Select from the records below every line that has the word "Left" in it.

Stored items:
- Opening Delimiter -
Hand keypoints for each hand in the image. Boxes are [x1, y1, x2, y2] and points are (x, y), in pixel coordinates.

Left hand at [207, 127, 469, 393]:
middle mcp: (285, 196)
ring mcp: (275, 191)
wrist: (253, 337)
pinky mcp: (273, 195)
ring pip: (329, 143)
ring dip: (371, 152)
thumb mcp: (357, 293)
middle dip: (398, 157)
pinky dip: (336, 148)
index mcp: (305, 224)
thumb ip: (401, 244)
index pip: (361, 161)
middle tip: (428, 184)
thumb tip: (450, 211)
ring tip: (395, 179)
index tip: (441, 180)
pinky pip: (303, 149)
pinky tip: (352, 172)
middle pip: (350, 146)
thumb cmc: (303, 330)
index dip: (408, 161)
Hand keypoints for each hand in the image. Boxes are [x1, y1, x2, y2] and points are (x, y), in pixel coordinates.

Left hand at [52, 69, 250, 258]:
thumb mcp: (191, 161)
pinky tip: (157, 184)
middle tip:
- Closing Delimiter -
- Opening Delimiter -
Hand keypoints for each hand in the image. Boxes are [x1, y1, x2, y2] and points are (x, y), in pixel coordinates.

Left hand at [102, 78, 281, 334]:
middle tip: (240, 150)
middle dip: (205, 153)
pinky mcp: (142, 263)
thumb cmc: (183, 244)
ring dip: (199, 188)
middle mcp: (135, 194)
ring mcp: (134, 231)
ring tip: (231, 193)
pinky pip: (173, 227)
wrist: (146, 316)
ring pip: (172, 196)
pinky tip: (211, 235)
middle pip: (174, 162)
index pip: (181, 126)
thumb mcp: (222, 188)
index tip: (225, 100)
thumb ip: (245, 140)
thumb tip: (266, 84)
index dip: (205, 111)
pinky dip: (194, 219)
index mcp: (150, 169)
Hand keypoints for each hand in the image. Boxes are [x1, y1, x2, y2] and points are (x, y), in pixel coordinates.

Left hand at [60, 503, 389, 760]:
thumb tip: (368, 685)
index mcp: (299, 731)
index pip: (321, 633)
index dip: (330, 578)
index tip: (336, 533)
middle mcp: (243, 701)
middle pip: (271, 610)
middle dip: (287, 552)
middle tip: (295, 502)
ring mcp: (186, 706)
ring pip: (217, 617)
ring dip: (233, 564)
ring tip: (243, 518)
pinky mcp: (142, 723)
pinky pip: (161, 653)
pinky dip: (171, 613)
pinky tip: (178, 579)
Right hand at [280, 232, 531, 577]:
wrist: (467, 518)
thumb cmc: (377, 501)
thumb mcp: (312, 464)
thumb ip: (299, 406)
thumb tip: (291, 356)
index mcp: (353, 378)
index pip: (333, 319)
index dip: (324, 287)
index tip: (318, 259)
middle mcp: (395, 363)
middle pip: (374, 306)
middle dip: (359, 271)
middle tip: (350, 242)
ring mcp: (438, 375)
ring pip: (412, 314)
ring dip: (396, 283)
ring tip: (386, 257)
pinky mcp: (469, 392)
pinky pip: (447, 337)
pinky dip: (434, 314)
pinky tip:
- Closing Delimiter -
• [Solution to this task]
Left hand at [207, 127, 469, 393]:
Left hand at [52, 69, 250, 258]:
Left hand at [102, 78, 281, 334]:
Left hand at [60, 503, 389, 760]:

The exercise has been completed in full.